*** Recorded information Section Begins ***
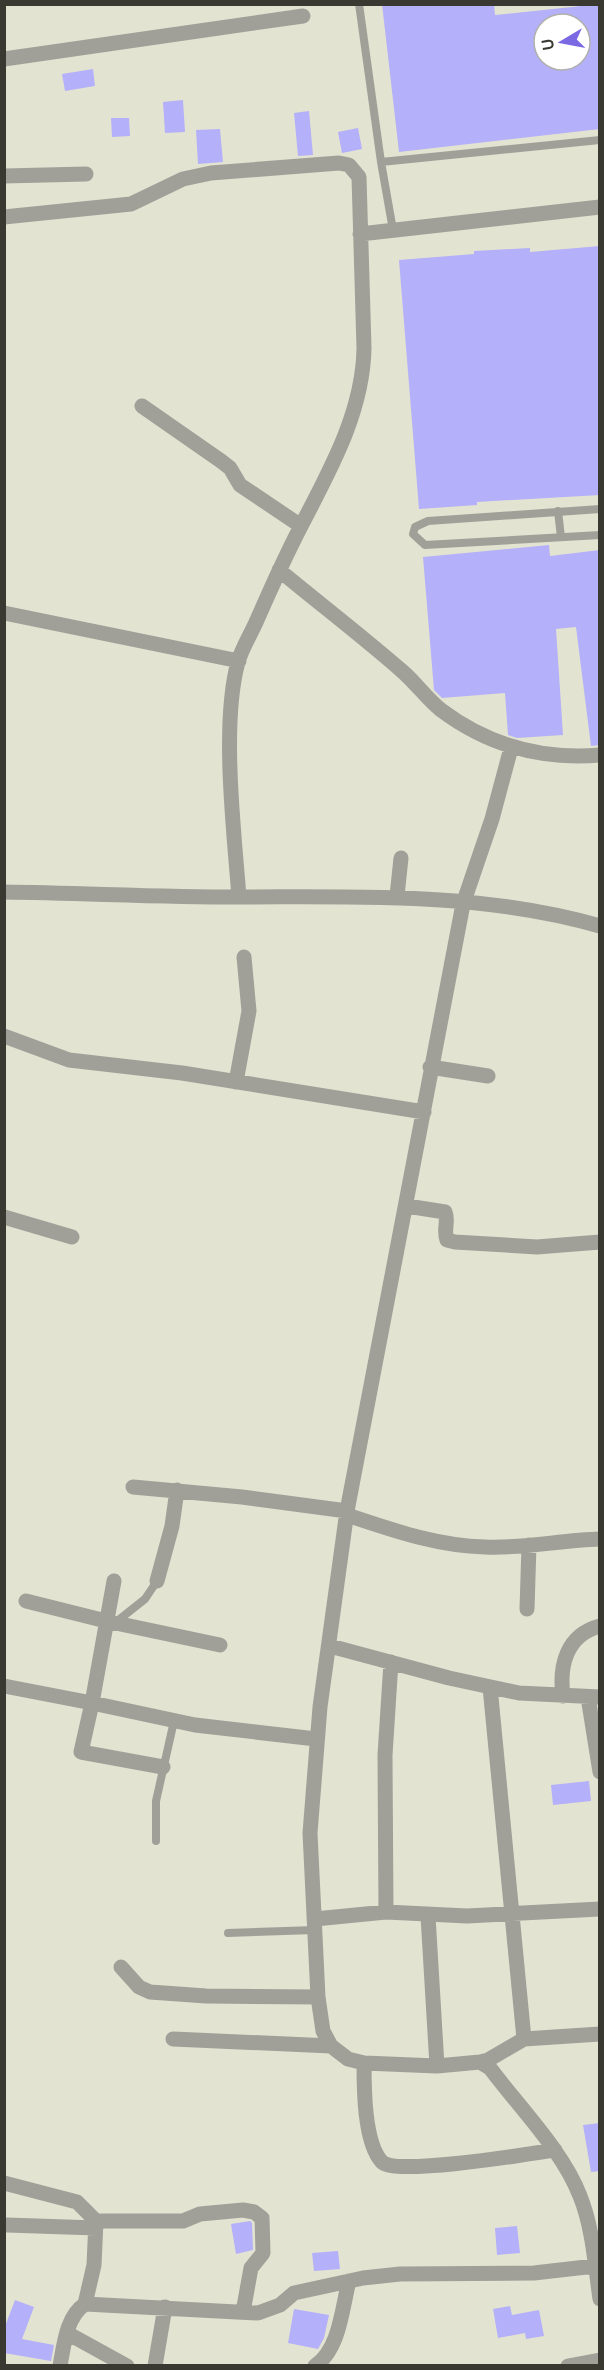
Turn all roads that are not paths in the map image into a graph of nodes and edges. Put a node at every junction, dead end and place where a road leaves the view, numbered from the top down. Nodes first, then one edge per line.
1 (359, 4) edge
2 (303, 16) dead end
3 (4, 59) edge
4 (600, 140) edge
5 (381, 162) junction
6 (86, 174) dead end
7 (4, 176) edge
8 (600, 207) edge
9 (4, 217) edge
10 (393, 230) junction
11 (360, 234) junction
12 (142, 406) dead end
13 (600, 509) edge
14 (558, 512) junction
15 (301, 526) junction
16 (600, 535) edge
17 (561, 537) junction
18 (279, 570) junction
19 (4, 613) edge
20 (238, 661) junction
21 (511, 748) junction
22 (600, 755) edge
23 (401, 858) dead end
24 (4, 892) edge
25 (239, 897) junction
26 (397, 897) junction
27 (463, 904) junction
28 (600, 926) edge
29 (244, 957) dead end
30 (4, 1036) edge
31 (430, 1067) junction
32 (488, 1076) dead end
33 (236, 1082) junction
34 (424, 1112) junction
35 (406, 1206) junction
36 (4, 1217) edge
37 (72, 1237) dead end
38 (600, 1242) edge
39 (133, 1487) dead end
40 (177, 1490) junction
41 (347, 1513) junction
42 (600, 1539) edge
43 (529, 1545) junction
44 (114, 1581) dead end
45 (157, 1581) joint
46 (26, 1600) dead end
47 (528, 1609) dead end
48 (110, 1622) junction
49 (600, 1626) edge
50 (220, 1645) dead end
51 (330, 1646) junction
52 (391, 1662) junction
53 (4, 1686) edge
54 (490, 1687) junction
55 (562, 1696) junction
56 (594, 1697) edge
57 (92, 1704) junction
58 (174, 1721) junction
59 (316, 1739) junction
60 (163, 1767) junction
61 (600, 1772) edge
62 (156, 1841) dead end
63 (600, 1909) edge
64 (386, 1912) junction
65 (511, 1913) junction
66 (428, 1916) junction
67 (315, 1924) junction
68 (228, 1933) dead end
69 (121, 1967) dead end
70 (318, 1997) junction
71 (600, 2034) edge
72 (173, 2039) dead end
73 (524, 2039) junction
74 (331, 2046) junction
75 (480, 2062) junction
76 (364, 2063) junction
77 (437, 2066) junction
78 (555, 2150) junction
79 (4, 2183) edge
80 (592, 2207) edge
81 (96, 2224) junction
82 (7, 2225) dead end
83 (596, 2260) edge
84 (349, 2281) junction
85 (600, 2300) edge
86 (85, 2304) junction
87 (165, 2307) junction
88 (243, 2312) junction
89 (67, 2333) junction
90 (600, 2360) edge
91 (60, 2366) edge
92 (127, 2366) edge
93 (155, 2366) edge
94 (315, 2366) edge
95 (568, 2366) edge

1 - 5 lane
2 - 3 street
4 - 5 lane
5 - 10 lane
6 - 7 street
8 - 10 street
9 - 11 street
10 - 11 street
11 - 15 street
12 - 15 street
13 - 14 lane
14 - 17 lane
14 - 17 lane
15 - 18 street
16 - 17 lane
18 - 20 street
18 - 21 street
19 - 20 street
20 - 25 street
21 - 22 street
21 - 27 street
23 - 26 street
24 - 25 street
25 - 26 street
26 - 27 street
27 - 28 street
27 - 31 street
29 - 33 street
30 - 33 street
31 - 32 street
31 - 34 street
33 - 34 street
34 - 35 street
35 - 38 street
35 - 41 street
36 - 37 street
39 - 40 street
40 - 41 street
40 - 45 street
41 - 43 street
41 - 51 street
42 - 43 street
43 - 47 street
44 - 48 street
45 - 48 lane
46 - 48 street
48 - 50 street
48 - 57 street
49 - 55 street
51 - 52 street
51 - 59 street
52 - 54 street
52 - 64 street
53 - 57 street
54 - 55 street
54 - 65 street
55 - 56 street
56 - 61 street
57 - 58 street
57 - 60 street
58 - 59 street
58 - 60 lane
59 - 67 street
60 - 62 lane
63 - 65 street
64 - 66 street
64 - 67 street
65 - 66 street
65 - 73 street
66 - 77 street
67 - 68 lane
67 - 70 street
69 - 70 street
70 - 74 street
71 - 73 street
72 - 74 street
73 - 75 street
74 - 76 street
75 - 77 street
75 - 78 street
76 - 77 street
76 - 78 street
78 - 80 street
79 - 81 street
80 - 83 street
81 - 82 street
81 - 86 street
81 - 88 street
83 - 84 street
83 - 85 street
84 - 88 street
84 - 94 street
86 - 87 street
86 - 89 street
87 - 88 street
87 - 93 street
89 - 91 street
89 - 92 street
90 - 95 street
*** Recorded information Section Ends ***
> [What the exercise asks]:
Every entry above is to be set down exactly; the pictures are to be left out.

> [Solution to this exercise]:
Turn all roads that are not paths in the map image into a graph of nodes and edges. Put a node at every junction, dead end and place where a road leaves the view, numbered from the top down. Nodes first, then one edge per line.
1 (359, 4) edge
2 (303, 16) dead end
3 (4, 59) edge
4 (600, 140) edge
5 (381, 162) junction
6 (86, 174) dead end
7 (4, 176) edge
8 (600, 207) edge
9 (4, 217) edge
10 (393, 230) junction
11 (360, 234) junction
12 (142, 406) dead end
13 (600, 509) edge
14 (558, 512) junction
15 (301, 526) junction
16 (600, 535) edge
17 (561, 537) junction
18 (279, 570) junction
19 (4, 613) edge
20 (238, 661) junction
21 (511, 748) junction
22 (600, 755) edge
23 (401, 858) dead end
24 (4, 892) edge
25 (239, 897) junction
26 (397, 897) junction
27 (463, 904) junction
28 (600, 926) edge
29 (244, 957) dead end
30 (4, 1036) edge
31 (430, 1067) junction
32 (488, 1076) dead end
33 (236, 1082) junction
34 (424, 1112) junction
35 (406, 1206) junction
36 (4, 1217) edge
37 (72, 1237) dead end
38 (600, 1242) edge
39 (133, 1487) dead end
40 (177, 1490) junction
41 (347, 1513) junction
42 (600, 1539) edge
43 (529, 1545) junction
44 (114, 1581) dead end
45 (157, 1581) joint
46 (26, 1600) dead end
47 (528, 1609) dead end
48 (110, 1622) junction
49 (600, 1626) edge
50 (220, 1645) dead end
51 (330, 1646) junction
52 (391, 1662) junction
53 (4, 1686) edge
54 (490, 1687) junction
55 (562, 1696) junction
56 (594, 1697) edge
57 (92, 1704) junction
58 (174, 1721) junction
59 (316, 1739) junction
60 (163, 1767) junction
61 (600, 1772) edge
62 (156, 1841) dead end
63 (600, 1909) edge
64 (386, 1912) junction
65 (511, 1913) junction
66 (428, 1916) junction
67 (315, 1924) junction
68 (228, 1933) dead end
69 (121, 1967) dead end
70 (318, 1997) junction
71 (600, 2034) edge
72 (173, 2039) dead end
73 (524, 2039) junction
74 (331, 2046) junction
75 (480, 2062) junction
76 (364, 2063) junction
77 (437, 2066) junction
78 (555, 2150) junction
79 (4, 2183) edge
80 (592, 2207) edge
81 (96, 2224) junction
82 (7, 2225) dead end
83 (596, 2260) edge
84 (349, 2281) junction
85 (600, 2300) edge
86 (85, 2304) junction
87 (165, 2307) junction
88 (243, 2312) junction
89 (67, 2333) junction
90 (600, 2360) edge
91 (60, 2366) edge
92 (127, 2366) edge
93 (155, 2366) edge
94 (315, 2366) edge
95 (568, 2366) edge

1 - 5 lane
2 - 3 street
4 - 5 lane
5 - 10 lane
6 - 7 street
8 - 10 street
9 - 11 street
10 - 11 street
11 - 15 street
12 - 15 street
13 - 14 lane
14 - 17 lane
14 - 17 lane
15 - 18 street
16 - 17 lane
18 - 20 street
18 - 21 street
19 - 20 street
20 - 25 street
21 - 22 street
21 - 27 street
23 - 26 street
24 - 25 street
25 - 26 street
26 - 27 street
27 - 28 street
27 - 31 street
29 - 33 street
30 - 33 street
31 - 32 street
31 - 34 street
33 - 34 street
34 - 35 street
35 - 38 street
35 - 41 street
36 - 37 street
39 - 40 street
40 - 41 street
40 - 45 street
41 - 43 street
41 - 51 street
42 - 43 street
43 - 47 street
44 - 48 street
45 - 48 lane
46 - 48 street
48 - 50 street
48 - 57 street
49 - 55 street
51 - 52 street
51 - 59 street
52 - 54 street
52 - 64 street
53 - 57 street
54 - 55 street
54 - 65 street
55 - 56 street
56 - 61 street
57 - 58 street
57 - 60 street
58 - 59 street
58 - 60 lane
59 - 67 street
60 - 62 lane
63 - 65 street
64 - 66 street
64 - 67 street
65 - 66 street
65 - 73 street
66 - 77 street
67 - 68 lane
67 - 70 street
69 - 70 street
70 - 74 street
71 - 73 street
72 - 74 street
73 - 75 street
74 - 76 street
75 - 77 street
75 - 78 street
76 - 77 street
76 - 78 street
78 - 80 street
79 - 81 street
80 - 83 street
81 - 82 street
81 - 86 street
81 - 88 street
83 - 84 street
83 - 85 street
84 - 88 street
84 - 94 street
86 - 87 street
86 - 89 street
87 - 88 street
87 - 93 street
89 - 91 street
89 - 92 street
90 - 95 street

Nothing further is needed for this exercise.